Stored data entries:
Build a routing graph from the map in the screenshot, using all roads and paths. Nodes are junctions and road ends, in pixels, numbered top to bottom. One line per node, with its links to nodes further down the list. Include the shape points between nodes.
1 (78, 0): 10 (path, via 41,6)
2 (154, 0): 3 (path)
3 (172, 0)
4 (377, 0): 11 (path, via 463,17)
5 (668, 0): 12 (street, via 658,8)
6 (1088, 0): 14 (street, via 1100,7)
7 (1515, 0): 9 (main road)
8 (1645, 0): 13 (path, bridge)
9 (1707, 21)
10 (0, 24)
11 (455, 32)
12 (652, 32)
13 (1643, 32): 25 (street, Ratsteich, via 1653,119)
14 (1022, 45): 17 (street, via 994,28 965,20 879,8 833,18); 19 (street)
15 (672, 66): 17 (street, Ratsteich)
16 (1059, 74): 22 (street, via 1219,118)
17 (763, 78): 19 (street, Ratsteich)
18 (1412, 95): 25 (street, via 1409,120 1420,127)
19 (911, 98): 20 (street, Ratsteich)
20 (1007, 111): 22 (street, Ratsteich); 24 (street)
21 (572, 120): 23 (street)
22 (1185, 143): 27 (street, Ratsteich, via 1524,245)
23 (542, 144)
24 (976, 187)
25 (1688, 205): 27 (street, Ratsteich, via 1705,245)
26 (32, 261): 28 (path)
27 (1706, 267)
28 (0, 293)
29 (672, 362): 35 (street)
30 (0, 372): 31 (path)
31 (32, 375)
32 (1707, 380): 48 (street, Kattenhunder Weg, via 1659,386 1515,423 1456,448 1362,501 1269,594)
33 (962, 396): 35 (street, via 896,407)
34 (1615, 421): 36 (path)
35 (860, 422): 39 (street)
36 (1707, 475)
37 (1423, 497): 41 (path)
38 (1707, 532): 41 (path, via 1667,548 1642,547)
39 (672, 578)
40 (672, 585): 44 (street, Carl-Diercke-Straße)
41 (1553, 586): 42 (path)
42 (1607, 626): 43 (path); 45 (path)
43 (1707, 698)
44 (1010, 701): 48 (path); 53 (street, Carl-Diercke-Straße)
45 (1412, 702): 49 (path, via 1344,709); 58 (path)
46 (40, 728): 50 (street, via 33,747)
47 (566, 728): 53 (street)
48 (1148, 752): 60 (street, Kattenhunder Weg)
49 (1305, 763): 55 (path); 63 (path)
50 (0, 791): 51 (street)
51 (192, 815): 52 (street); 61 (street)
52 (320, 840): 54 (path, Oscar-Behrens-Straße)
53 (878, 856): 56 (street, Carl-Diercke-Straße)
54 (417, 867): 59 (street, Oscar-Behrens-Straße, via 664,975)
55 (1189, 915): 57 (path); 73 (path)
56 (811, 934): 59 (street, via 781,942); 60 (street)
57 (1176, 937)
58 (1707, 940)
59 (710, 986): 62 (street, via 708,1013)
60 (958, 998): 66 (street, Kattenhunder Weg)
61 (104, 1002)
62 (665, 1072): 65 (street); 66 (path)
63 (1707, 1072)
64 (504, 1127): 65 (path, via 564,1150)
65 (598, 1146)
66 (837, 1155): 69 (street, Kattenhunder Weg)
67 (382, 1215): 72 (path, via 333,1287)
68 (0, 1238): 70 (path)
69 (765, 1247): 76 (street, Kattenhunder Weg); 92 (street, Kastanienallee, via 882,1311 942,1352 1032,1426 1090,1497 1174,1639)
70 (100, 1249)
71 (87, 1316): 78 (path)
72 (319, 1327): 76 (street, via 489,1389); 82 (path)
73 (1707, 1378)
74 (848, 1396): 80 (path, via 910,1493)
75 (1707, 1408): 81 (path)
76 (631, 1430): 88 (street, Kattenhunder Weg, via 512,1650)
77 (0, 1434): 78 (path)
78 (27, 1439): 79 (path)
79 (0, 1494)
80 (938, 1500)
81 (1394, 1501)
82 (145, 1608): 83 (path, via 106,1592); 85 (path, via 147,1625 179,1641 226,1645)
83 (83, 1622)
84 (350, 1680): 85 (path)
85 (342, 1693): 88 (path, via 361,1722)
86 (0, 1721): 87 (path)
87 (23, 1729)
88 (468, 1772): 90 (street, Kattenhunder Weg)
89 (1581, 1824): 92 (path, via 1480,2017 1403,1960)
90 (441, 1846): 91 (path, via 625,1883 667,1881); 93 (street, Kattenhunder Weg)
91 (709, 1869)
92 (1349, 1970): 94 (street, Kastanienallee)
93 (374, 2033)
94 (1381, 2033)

--

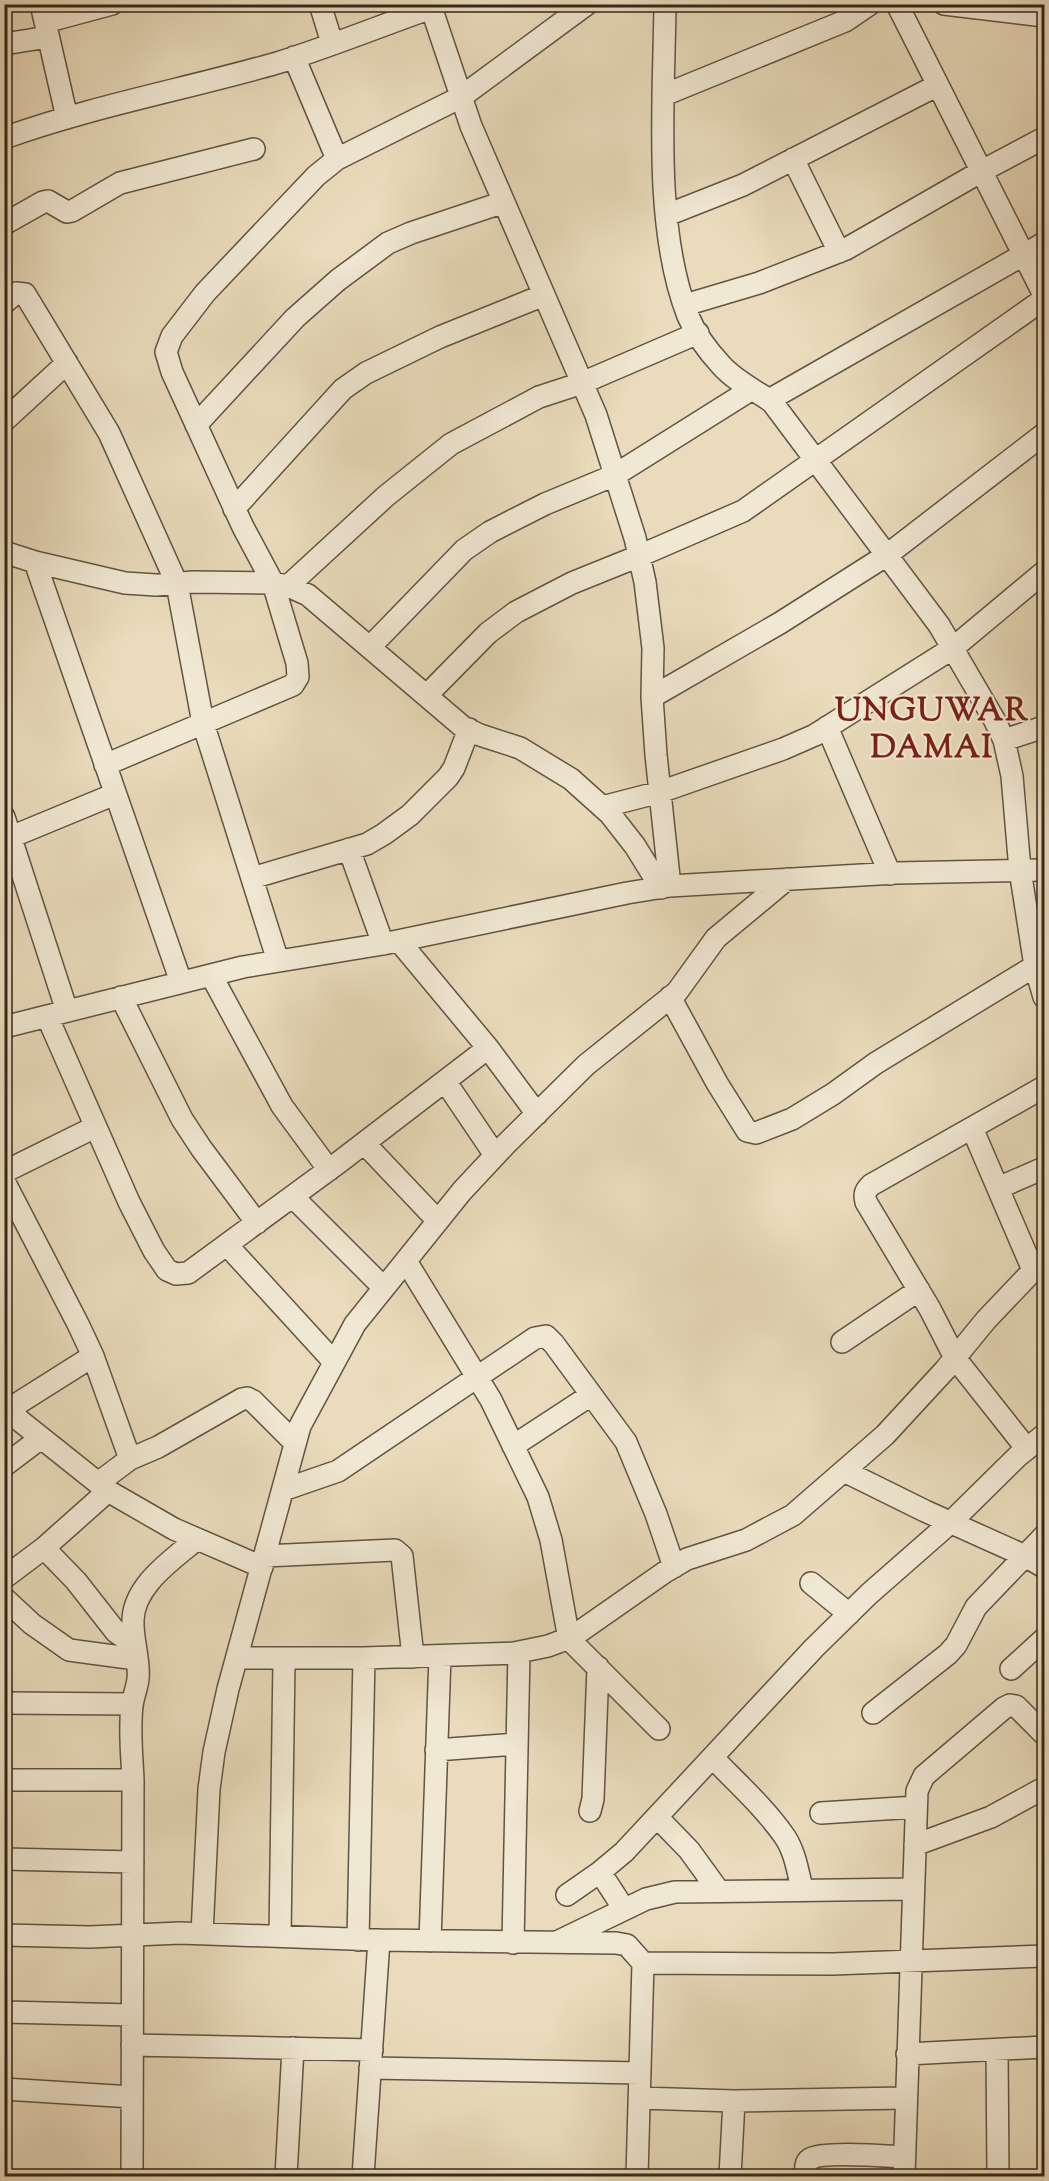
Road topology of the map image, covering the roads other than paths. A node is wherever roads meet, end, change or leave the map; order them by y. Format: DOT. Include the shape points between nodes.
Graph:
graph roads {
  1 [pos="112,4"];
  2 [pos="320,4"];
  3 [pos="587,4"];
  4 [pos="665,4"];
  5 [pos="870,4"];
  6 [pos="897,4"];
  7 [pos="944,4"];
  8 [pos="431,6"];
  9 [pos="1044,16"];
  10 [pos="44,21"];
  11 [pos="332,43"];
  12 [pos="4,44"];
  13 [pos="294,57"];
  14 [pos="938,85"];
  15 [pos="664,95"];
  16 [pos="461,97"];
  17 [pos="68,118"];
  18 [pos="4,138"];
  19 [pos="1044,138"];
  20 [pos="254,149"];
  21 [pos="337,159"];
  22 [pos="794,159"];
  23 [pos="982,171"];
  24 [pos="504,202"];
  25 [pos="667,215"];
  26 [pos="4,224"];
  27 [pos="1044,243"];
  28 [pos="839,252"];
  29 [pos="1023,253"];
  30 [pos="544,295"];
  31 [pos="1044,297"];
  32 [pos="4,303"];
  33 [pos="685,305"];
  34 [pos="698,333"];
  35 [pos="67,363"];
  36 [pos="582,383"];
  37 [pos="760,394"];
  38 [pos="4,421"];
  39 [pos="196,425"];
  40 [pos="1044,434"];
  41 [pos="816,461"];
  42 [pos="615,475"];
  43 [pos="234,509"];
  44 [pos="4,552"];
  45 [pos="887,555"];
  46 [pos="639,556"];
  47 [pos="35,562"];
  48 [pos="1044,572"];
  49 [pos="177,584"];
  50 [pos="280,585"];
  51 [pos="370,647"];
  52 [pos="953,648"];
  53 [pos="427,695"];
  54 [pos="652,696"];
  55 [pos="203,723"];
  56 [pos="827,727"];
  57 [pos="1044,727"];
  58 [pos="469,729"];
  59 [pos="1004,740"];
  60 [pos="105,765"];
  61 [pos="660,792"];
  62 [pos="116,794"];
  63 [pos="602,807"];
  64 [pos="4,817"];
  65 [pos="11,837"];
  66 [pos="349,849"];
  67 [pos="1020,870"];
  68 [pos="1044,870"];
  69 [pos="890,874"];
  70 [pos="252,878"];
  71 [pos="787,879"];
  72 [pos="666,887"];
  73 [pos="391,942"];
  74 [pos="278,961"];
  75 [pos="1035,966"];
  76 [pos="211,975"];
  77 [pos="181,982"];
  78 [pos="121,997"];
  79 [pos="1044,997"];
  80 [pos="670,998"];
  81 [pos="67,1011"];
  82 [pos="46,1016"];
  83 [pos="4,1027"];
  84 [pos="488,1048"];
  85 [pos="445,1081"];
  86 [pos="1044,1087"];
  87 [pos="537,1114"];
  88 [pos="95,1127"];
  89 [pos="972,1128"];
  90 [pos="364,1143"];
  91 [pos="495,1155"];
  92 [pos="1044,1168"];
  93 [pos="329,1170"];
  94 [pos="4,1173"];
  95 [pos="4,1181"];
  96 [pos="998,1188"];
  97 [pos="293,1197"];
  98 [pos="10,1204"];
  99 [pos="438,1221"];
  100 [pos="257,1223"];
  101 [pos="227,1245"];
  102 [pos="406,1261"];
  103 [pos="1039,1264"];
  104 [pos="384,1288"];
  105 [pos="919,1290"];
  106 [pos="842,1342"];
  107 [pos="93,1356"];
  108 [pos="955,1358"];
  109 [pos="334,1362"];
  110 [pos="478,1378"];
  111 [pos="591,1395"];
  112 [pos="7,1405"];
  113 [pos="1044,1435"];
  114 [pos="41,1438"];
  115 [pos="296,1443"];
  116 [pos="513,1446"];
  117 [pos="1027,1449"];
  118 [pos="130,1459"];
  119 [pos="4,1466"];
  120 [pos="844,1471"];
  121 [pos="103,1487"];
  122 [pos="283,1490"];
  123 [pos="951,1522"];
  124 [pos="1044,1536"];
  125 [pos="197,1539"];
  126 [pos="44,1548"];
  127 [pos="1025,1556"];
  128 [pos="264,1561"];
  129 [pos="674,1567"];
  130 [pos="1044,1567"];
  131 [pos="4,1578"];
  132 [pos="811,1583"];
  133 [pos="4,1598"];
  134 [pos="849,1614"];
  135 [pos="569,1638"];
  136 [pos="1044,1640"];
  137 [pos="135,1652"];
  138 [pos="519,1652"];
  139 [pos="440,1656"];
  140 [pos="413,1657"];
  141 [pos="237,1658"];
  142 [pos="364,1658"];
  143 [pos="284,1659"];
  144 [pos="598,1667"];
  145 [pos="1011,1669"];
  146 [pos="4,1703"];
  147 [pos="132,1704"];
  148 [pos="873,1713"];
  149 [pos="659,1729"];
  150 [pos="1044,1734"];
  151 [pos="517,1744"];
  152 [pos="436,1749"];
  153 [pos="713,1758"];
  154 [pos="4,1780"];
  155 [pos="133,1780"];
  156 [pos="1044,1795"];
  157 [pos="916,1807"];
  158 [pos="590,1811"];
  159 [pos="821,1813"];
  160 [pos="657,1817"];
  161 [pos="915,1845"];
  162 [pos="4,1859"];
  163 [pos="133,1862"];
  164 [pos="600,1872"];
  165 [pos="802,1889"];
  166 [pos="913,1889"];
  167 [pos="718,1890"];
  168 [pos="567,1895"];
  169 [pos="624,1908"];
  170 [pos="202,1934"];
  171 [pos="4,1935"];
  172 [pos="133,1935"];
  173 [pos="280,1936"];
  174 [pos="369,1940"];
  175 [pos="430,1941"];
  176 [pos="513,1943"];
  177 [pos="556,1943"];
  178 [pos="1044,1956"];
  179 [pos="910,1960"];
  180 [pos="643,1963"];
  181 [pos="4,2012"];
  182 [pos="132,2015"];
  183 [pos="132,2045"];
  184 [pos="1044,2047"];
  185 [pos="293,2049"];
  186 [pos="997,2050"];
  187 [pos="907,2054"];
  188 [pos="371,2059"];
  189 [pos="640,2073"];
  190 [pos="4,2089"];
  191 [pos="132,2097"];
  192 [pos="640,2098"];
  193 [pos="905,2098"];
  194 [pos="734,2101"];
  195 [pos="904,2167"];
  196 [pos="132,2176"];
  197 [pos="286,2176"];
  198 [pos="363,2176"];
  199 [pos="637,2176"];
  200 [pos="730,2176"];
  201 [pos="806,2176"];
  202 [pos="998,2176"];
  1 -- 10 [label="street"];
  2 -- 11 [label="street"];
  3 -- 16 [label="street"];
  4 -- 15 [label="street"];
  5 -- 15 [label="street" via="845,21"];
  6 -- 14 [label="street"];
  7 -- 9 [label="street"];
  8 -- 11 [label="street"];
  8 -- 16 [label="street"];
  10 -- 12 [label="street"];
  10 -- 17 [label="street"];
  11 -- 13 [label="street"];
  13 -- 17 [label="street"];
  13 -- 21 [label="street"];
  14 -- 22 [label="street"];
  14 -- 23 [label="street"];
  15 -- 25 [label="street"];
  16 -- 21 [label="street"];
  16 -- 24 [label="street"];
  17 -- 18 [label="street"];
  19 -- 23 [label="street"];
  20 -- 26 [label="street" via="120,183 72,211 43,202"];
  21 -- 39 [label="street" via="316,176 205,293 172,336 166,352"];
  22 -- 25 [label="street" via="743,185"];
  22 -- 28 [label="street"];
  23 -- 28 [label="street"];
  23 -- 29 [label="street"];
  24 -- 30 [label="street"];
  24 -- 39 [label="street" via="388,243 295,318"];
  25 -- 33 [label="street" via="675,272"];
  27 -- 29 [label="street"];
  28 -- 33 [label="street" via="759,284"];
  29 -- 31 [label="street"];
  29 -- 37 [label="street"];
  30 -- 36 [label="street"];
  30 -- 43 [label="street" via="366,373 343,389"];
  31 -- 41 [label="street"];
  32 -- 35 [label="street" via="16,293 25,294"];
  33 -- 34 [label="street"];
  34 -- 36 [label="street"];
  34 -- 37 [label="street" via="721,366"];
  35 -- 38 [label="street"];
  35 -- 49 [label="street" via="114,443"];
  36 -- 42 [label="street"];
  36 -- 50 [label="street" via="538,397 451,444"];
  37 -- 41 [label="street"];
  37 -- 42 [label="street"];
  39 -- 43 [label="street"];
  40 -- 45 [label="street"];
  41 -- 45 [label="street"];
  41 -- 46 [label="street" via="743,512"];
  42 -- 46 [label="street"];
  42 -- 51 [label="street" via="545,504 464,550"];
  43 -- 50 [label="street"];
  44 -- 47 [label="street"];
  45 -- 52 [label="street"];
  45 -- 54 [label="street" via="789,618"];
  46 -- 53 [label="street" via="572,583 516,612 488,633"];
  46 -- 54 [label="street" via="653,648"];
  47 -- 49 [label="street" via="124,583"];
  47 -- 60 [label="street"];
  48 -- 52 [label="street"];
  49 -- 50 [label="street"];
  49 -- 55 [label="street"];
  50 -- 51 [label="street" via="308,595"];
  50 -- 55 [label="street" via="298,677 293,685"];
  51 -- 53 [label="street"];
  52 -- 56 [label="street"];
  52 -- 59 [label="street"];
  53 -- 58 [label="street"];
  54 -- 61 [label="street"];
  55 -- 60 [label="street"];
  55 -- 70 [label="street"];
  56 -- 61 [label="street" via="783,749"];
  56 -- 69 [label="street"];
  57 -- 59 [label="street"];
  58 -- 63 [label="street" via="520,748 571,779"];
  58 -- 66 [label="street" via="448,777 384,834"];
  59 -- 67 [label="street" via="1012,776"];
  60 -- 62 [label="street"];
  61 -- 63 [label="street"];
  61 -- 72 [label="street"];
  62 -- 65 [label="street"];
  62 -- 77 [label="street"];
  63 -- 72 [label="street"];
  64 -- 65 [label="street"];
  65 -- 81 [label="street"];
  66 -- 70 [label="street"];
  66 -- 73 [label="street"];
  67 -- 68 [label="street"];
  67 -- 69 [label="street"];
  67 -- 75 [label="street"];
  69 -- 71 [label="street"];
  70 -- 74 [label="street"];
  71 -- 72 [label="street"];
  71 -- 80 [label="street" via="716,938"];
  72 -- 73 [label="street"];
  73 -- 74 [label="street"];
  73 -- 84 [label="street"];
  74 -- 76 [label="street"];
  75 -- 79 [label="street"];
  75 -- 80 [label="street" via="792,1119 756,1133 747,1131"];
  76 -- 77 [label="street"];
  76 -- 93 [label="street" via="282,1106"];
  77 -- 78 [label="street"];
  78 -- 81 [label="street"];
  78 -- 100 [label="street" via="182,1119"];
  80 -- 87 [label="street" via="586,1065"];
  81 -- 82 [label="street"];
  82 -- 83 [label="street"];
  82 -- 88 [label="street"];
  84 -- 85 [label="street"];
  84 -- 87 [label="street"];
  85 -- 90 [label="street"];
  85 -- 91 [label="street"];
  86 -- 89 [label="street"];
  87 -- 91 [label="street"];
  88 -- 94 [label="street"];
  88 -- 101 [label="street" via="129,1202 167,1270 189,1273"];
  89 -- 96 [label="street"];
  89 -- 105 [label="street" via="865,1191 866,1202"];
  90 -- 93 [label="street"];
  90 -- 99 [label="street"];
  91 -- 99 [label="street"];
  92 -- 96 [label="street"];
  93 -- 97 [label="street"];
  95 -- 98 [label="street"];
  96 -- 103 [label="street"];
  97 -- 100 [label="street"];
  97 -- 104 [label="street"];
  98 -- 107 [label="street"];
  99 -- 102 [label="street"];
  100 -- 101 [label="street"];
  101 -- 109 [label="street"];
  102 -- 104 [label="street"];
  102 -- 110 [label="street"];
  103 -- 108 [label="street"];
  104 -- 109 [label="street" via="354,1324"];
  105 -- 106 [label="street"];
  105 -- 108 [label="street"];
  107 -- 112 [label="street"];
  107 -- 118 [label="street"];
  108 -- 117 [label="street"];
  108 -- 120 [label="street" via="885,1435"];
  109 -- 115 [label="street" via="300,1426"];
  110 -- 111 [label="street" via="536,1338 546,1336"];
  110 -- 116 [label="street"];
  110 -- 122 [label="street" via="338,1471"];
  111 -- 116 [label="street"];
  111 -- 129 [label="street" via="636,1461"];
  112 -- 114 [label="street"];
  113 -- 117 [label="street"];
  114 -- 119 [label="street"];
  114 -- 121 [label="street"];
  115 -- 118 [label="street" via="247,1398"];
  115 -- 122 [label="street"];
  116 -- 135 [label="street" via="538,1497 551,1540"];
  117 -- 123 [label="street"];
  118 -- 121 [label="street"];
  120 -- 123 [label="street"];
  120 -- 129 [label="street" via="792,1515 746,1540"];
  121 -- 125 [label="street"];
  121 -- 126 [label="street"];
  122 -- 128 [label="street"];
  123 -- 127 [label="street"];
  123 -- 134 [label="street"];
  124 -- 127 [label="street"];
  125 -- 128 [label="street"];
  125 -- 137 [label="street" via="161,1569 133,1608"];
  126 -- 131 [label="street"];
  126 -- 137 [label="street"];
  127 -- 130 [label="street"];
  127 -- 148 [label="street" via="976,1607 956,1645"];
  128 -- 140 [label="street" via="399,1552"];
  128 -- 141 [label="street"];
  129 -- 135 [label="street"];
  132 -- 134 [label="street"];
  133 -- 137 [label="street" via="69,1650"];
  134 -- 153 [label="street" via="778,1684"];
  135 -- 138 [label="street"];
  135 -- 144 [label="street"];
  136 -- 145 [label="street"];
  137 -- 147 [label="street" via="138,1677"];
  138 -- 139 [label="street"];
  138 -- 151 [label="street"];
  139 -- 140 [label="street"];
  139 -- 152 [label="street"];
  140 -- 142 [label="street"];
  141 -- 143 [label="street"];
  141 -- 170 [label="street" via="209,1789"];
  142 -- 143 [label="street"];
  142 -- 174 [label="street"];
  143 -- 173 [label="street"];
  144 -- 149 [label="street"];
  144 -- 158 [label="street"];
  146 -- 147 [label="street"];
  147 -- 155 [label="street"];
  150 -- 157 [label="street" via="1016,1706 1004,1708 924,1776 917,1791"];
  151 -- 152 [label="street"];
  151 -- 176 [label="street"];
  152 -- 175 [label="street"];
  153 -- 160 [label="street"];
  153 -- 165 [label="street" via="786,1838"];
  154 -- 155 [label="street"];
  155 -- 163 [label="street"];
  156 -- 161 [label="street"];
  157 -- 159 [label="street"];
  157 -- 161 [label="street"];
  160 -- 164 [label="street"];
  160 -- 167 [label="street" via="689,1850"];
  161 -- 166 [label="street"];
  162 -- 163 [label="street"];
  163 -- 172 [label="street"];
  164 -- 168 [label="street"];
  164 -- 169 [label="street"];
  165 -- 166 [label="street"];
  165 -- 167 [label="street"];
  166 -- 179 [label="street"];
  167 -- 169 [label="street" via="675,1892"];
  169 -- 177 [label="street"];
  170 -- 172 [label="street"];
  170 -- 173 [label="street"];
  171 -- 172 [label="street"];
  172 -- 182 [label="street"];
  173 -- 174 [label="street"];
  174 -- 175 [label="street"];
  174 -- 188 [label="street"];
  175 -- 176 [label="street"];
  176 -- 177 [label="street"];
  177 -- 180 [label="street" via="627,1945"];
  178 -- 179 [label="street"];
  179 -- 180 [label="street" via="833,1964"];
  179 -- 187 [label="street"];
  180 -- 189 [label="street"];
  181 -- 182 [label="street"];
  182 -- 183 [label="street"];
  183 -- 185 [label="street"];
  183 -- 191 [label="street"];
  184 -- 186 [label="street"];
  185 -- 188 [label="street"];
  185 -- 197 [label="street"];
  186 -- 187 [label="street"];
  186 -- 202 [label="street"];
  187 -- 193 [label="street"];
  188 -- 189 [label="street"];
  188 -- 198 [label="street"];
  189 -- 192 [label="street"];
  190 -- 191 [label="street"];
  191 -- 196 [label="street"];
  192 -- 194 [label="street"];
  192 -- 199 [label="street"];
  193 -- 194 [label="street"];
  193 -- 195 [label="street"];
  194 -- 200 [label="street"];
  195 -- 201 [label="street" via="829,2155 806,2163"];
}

Required action: If a line in the entries contains "Straße", copy it.

Exercise output:
40 (672, 585): 44 (street, Carl-Diercke-Straße)
44 (1010, 701): 48 (path); 53 (street, Carl-Diercke-Straße)
52 (320, 840): 54 (path, Oscar-Behrens-Straße)
53 (878, 856): 56 (street, Carl-Diercke-Straße)
54 (417, 867): 59 (street, Oscar-Behrens-Straße, via 664,975)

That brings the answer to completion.